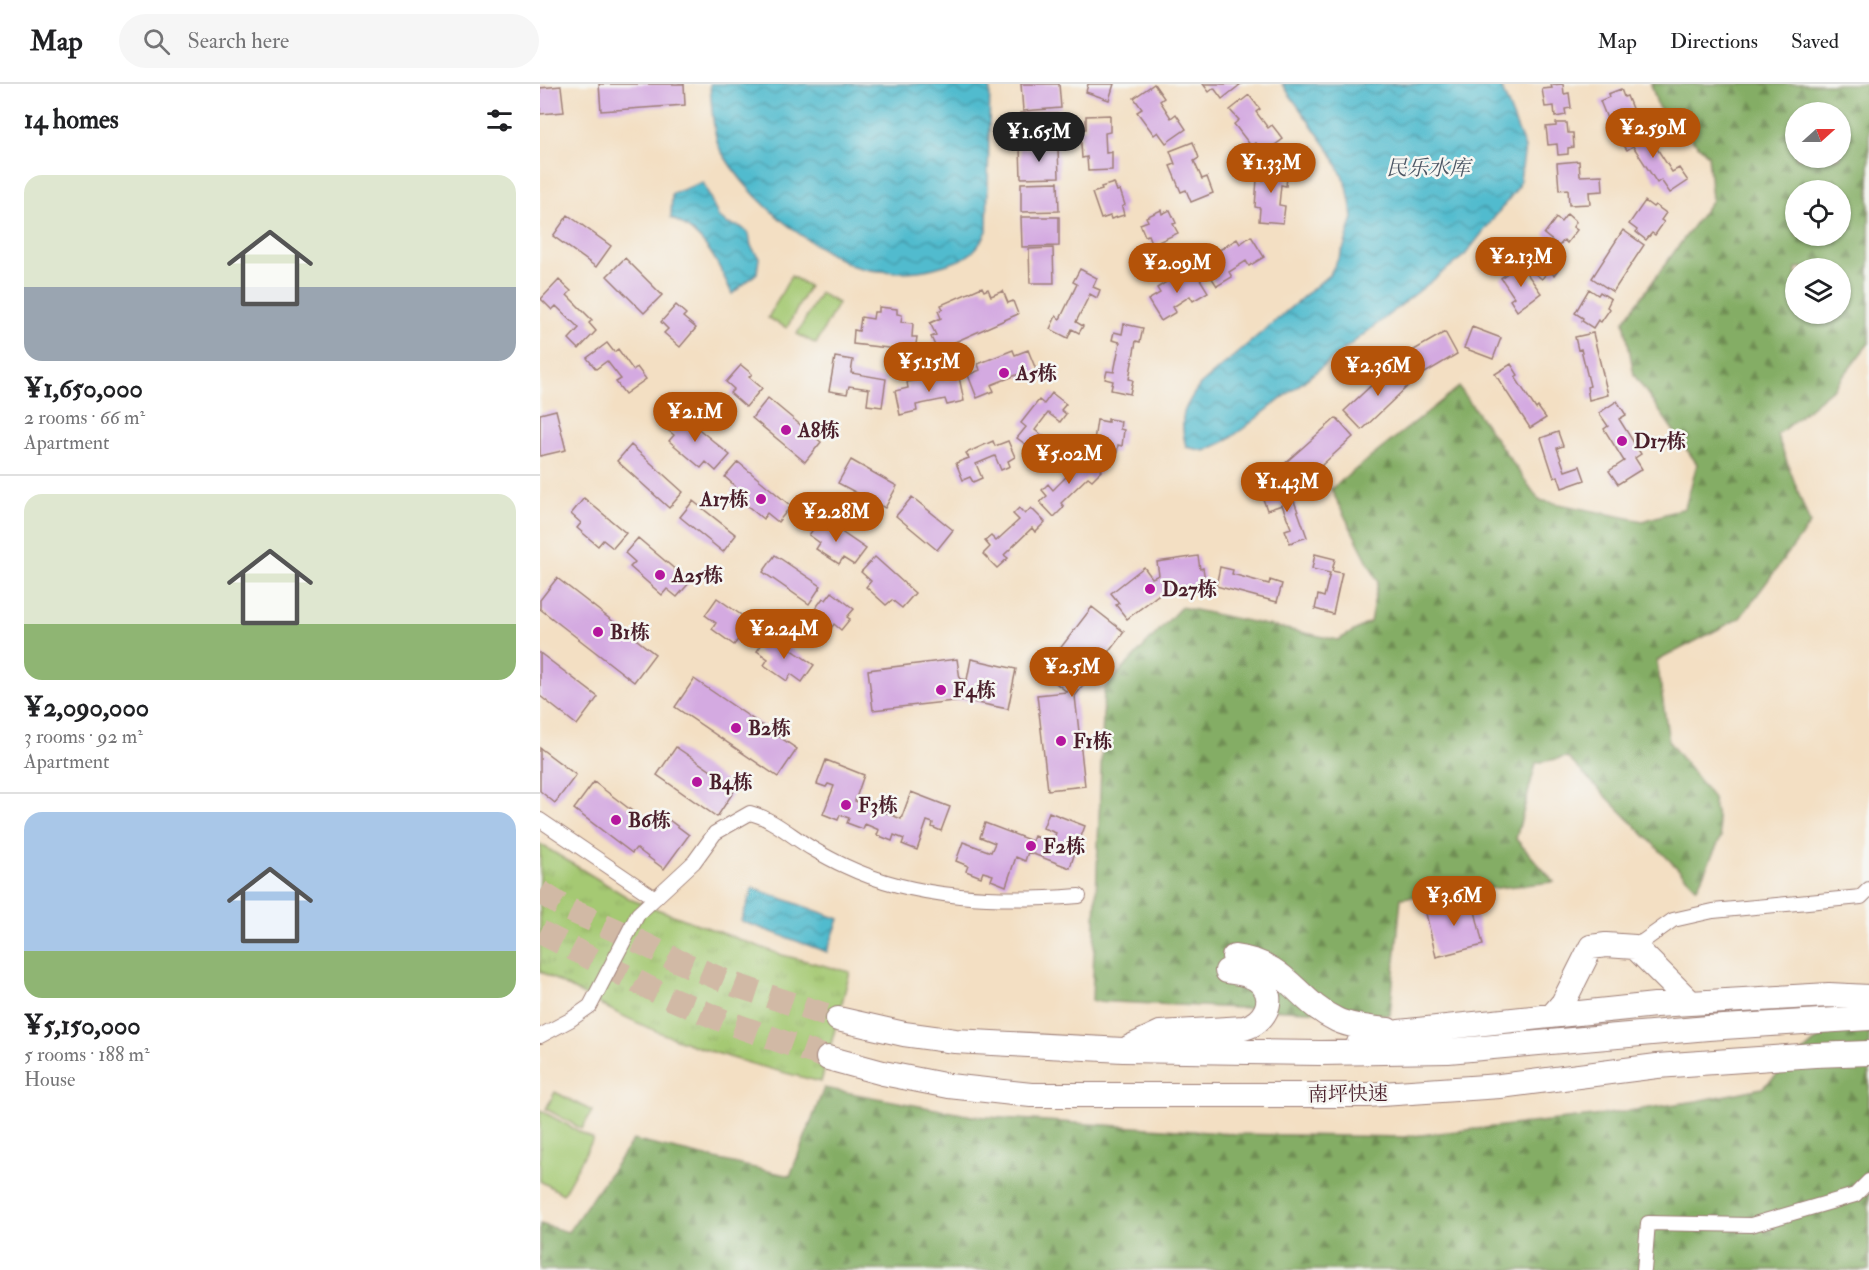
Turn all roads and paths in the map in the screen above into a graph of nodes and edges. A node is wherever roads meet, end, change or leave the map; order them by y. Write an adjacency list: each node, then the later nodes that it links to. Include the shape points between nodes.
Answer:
1 (540, 820): 4 (street)
2 (1869, 889): 5 (street, via 1861,897 1713,911 1673,920)
3 (1079, 896): 4 (street, via 1000,899 921,890 884,881 839,863 764,816 750,813 715,833 694,862)
4 (655, 898): 12 (street, via 638,914 590,1006)
5 (1635, 947): 7 (highway); 8 (highway, via 1591,947 1563,1003)
6 (1869, 997): 7 (highway, via 1829,995)
7 (1690, 1002): 8 (highway)
8 (1552, 1016): 11 (highway)
9 (1869, 1018): 14 (highway, via 1448,1051)
10 (838, 1019): 13 (highway, via 955,1041)
11 (1399, 1032): 13 (highway, via 1337,1020 1277,971 1253,960 1228,964 1264,985 1267,1007 1262,1019 1253,1026 1160,1033); 14 (highway)
12 (540, 1036)
13 (1123, 1050): 14 (highway)
14 (1320, 1053)
15 (1869, 1053): 16 (highway, 南坪快速, via 1657,1066 1500,1086 1367,1095 1031,1095 949,1086)
16 (828, 1058)
17 (1869, 1181): 18 (street, via 1855,1195 1751,1225 1648,1223)
18 (1644, 1270)

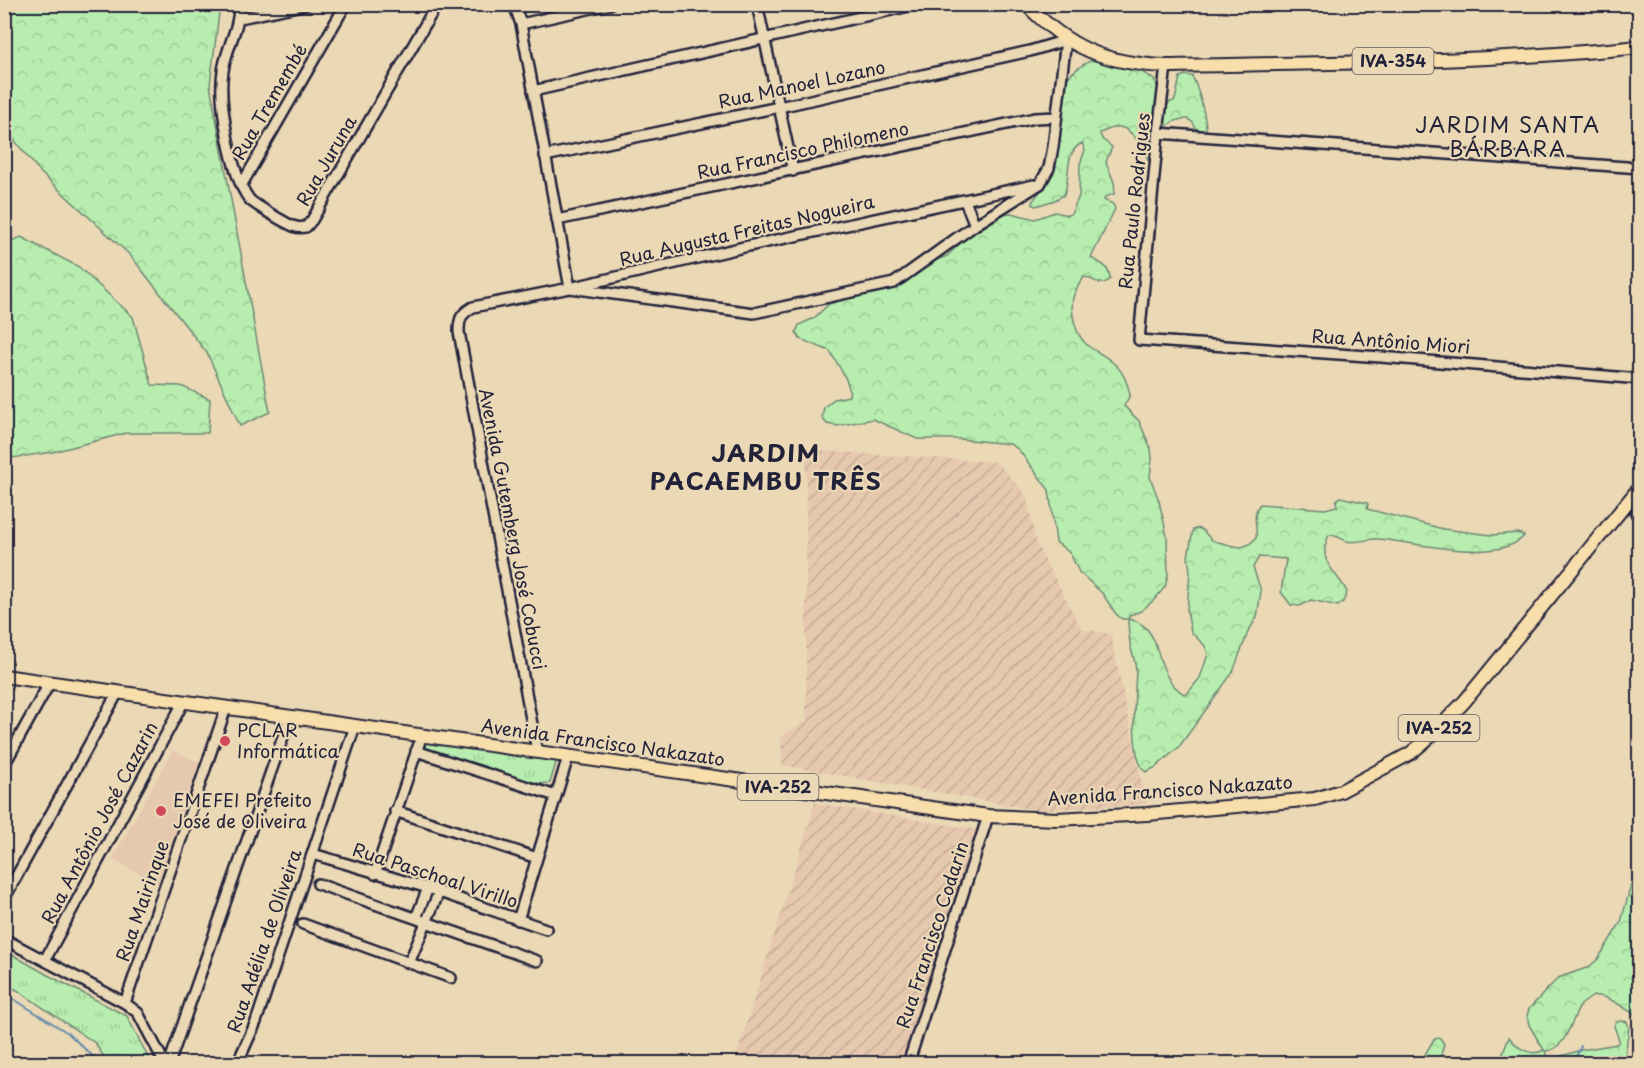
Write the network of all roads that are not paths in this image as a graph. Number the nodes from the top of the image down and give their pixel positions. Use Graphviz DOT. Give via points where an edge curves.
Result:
##############################
## Your instructions
Go through the entries and copy every line that has "Write".

## Written response
Turn all roads and paths in the map in the screen above into a graph of nodes and edges. A node is wherever roads meet, end, change or leave the map; order them by y. Write an adjacency list: each node, then the later nodes that it links to. Include the shape points between nodes.
Write the network of all roads that are not paths in this image as a graph. Number the nodes from the top of the image down and give their pixel positions. Use Graphviz DOT. Give via points where an edge curves.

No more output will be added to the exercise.